We have occupied this house for seven years this upcoming August. I chose the word, "occupy" carefully because quite frankly, that's how I feel. Have almost always felt...
We built this house to be able to look after my aging in-laws. They moved in to their main-floor space on August 19, 2005 and we moved into where ever we could fit two weeks later. The flooring, trim and painting was incomplete, we took the builders credit and said we'd do it ourselves. (I had particle board as flooring in our bedroom until 2.5 yrs ago. It took almost 3 years after moving in to get carpet in the kids bedrooms...)
A couple days after moving in, we headed out west for a month-long vacation. Dave managed to pick up Walking Pneumonia trying to get our new house built & all of us (including his parents) moved in, baby #4 arrived and our church was in the midst of the toughest construction part of renovations. Yes, my Pastor hubby isn't just another pretty face! Needless to say, actually finishing our house before moving in wasn't to be.
My mother-in-law succumbed to congestive heart failure early in the morning on October 7, 2005. She died in our home, in my husband's arms. Life stood still for a while.
Slowly over the years in between then and now, we put most of the flooring down, some of the trim and most of the rooms were painted. We put (several) tens of thousands of dollars into making the basement our living space, getting it about 80% finished and to the way I wanted it. Shag carpet in the living room, cork flooring in the kitchen, and slate in the bathroom. I liked it down there. A lot.
Life stood still once again on August 17, 2011. My father-in-law passed away in our home, another parent to die in Dave's arms.
Due to some crazy that took place with Dad's second wife, extended family and his estate even before he passed - I feel like we've been zombies. In a catatonic state, just barely getting by. (Adding to the stress is the fact that our church sold it's 1st building and bought a new one, we moved into it March 2011 and are again... renovating!)
In the middle of November, my sister-in-law and her husband moved into our living space in the basement and we moved up into what was once upon a time my in-law's space. We made their old bedroom our media room and their old living room is now the kids gaming space with a Hodge-podge of furniture. I think the term is "Eclectic!"
His kitchen is smaller than mine that I had custom built in the basement for us, it's been tricky to find room for everything. My pictures hang where Dad already had nails (or in his case, massive giant screws with anchors). The space is still unpainted and missing trim and not to mention... he never did get around to putting up the back deck. All things we will now have to do.
|trying to find a place for everything...|
|This was Dad's old bedroom / now our media room|
|it's hard to keep clean when it doesn't feel like mine|
I'm surrounded by the feeling like this is not my home. I feel like I'm intruding. It's all a bit overwhelming when you look at all that needs to be done.
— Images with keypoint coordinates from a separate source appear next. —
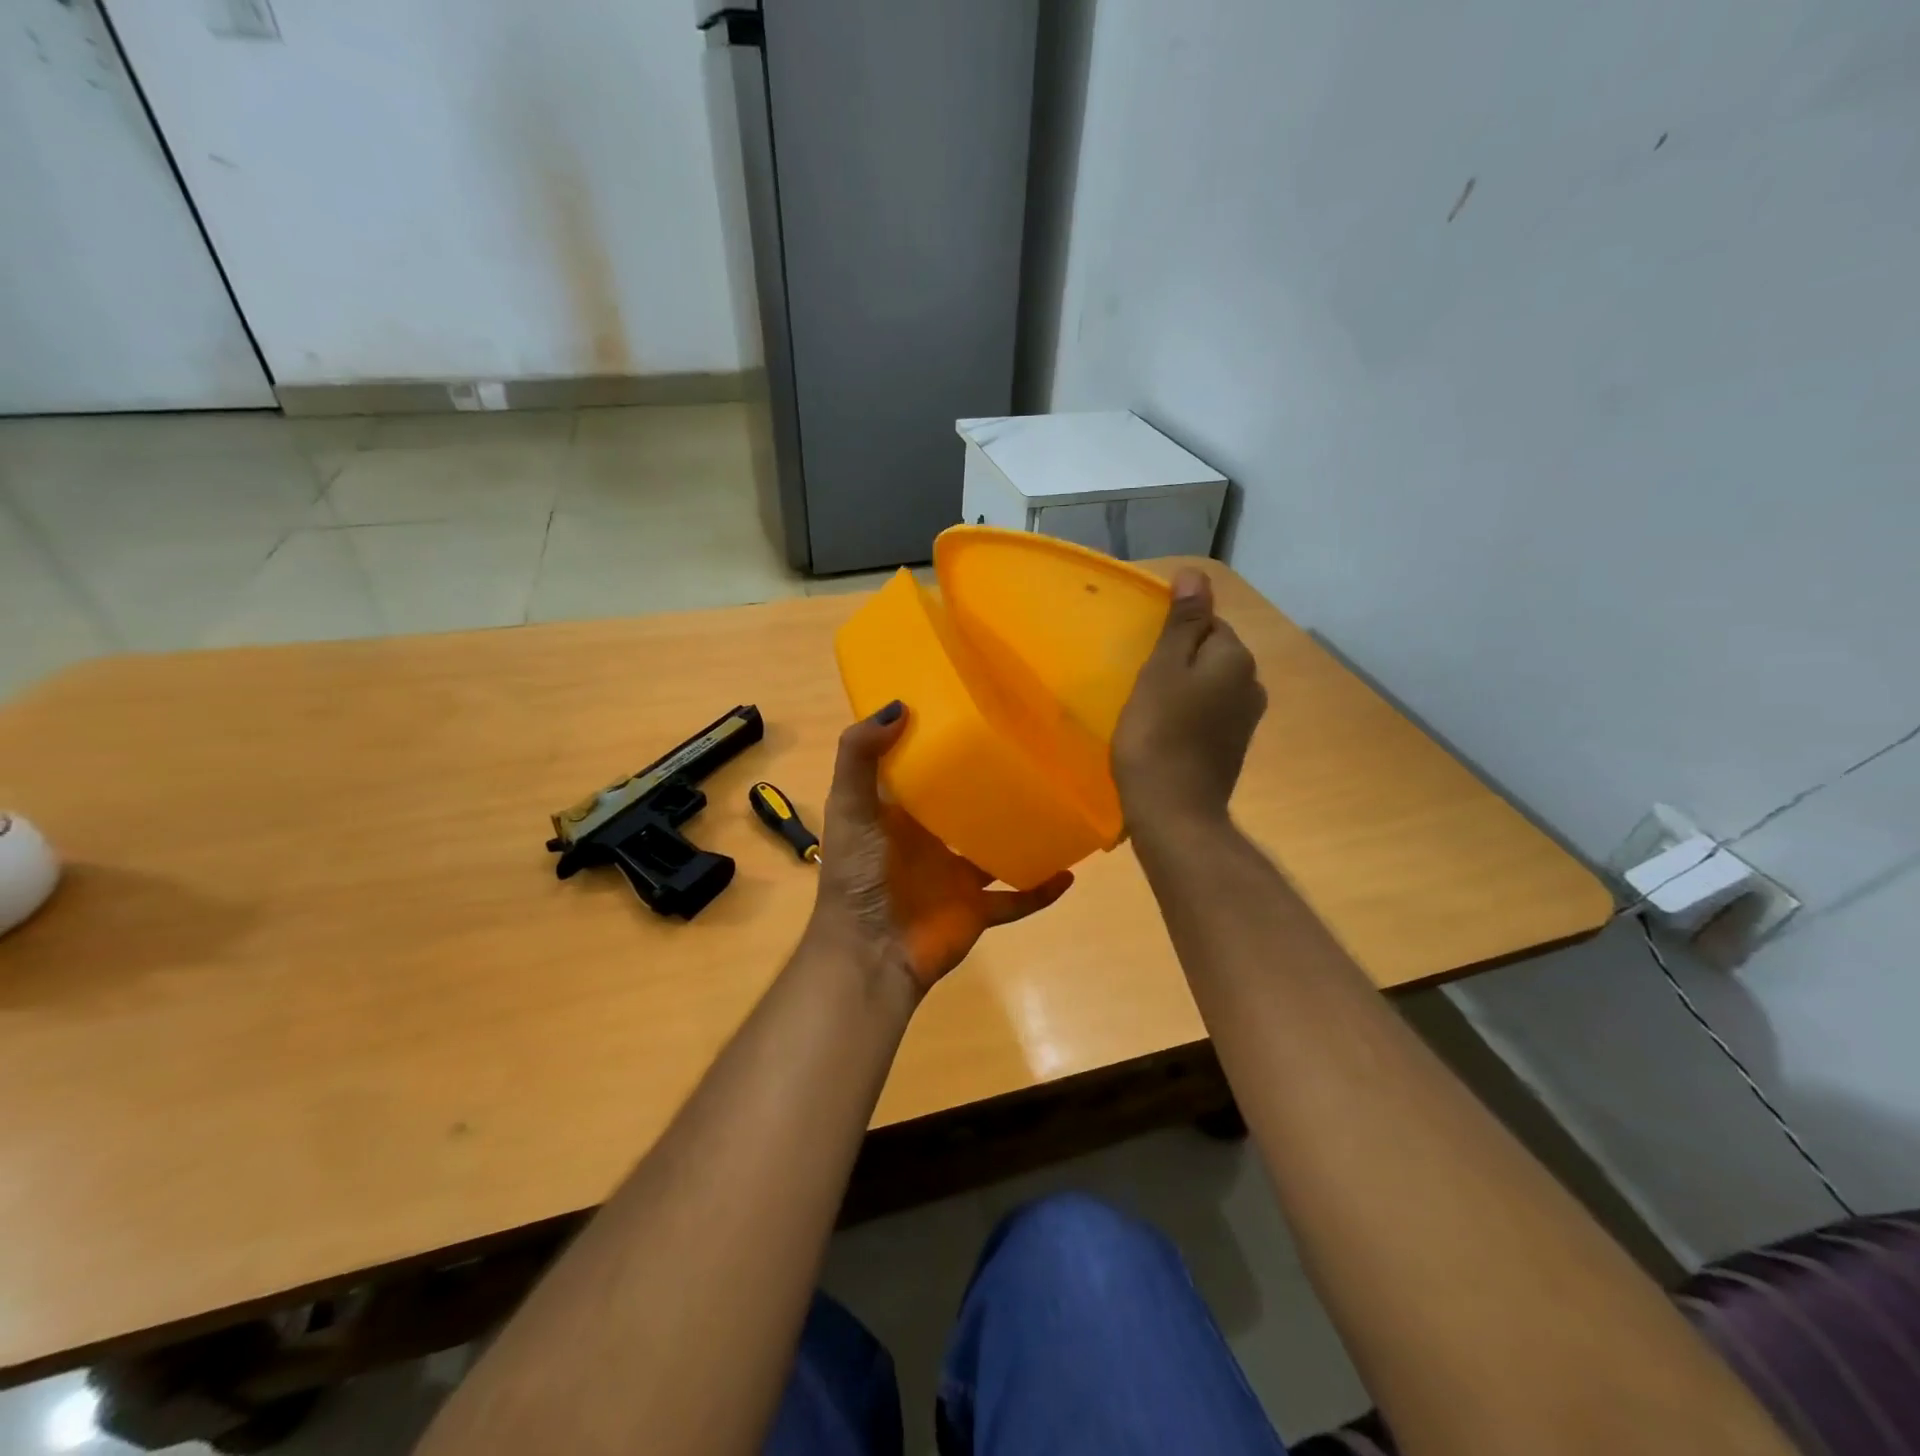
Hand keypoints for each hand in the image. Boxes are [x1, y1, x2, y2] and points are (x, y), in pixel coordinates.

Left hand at [811, 703, 1073, 992]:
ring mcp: (956, 877)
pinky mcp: (976, 909)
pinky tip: (1069, 872)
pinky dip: (1041, 890)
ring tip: (1058, 803)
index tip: (974, 709)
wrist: (870, 953)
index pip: (923, 770)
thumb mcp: (849, 807)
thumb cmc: (859, 875)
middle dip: (991, 784)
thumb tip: (900, 705)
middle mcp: (929, 841)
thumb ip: (860, 755)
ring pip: (997, 849)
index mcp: (899, 814)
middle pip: (966, 806)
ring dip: (1022, 832)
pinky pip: (1017, 899)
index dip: (942, 743)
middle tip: (1031, 751)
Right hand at [1112, 569, 1266, 834]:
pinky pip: (1209, 715)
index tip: (1144, 655)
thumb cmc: (1158, 734)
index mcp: (1236, 658)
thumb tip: (1197, 574)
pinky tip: (1164, 732)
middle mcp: (1251, 684)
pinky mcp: (1233, 748)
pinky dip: (1189, 716)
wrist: (1174, 812)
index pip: (1208, 623)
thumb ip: (1183, 622)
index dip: (1173, 634)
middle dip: (1179, 661)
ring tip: (1148, 707)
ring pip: (1209, 686)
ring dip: (1183, 690)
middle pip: (1210, 655)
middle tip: (1140, 681)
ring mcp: (1245, 720)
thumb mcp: (1163, 669)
The "to-do" list seems endless.
This past weekend, Dave and I sat down and he learned real quick the urgency that this mother of four needs to have a place she can feel at home, a place she can be proud of and not embarrassed to invite friends over to...
The first space we're going to tackle is... the kitchen / dining room & bathroom. Today I'm off to pick the paint colours and find a neutral back splash. We can't afford to renovate the entire kitchen at this point, Dad's choice in cupboards and counter tops will have to do. Those are easy enough tasks right? Then why do my feet feel like they're encased in cement.... **Update: I feel like I'm afraid I'll offend family if I remove "mom and dad" and make this my home.
This house has taken it's toll on me. Life while being in this house even more so. I'm not ungrateful for all I have, I just want to stop living in limbo and feel like I'm home. Is that too much to ask?!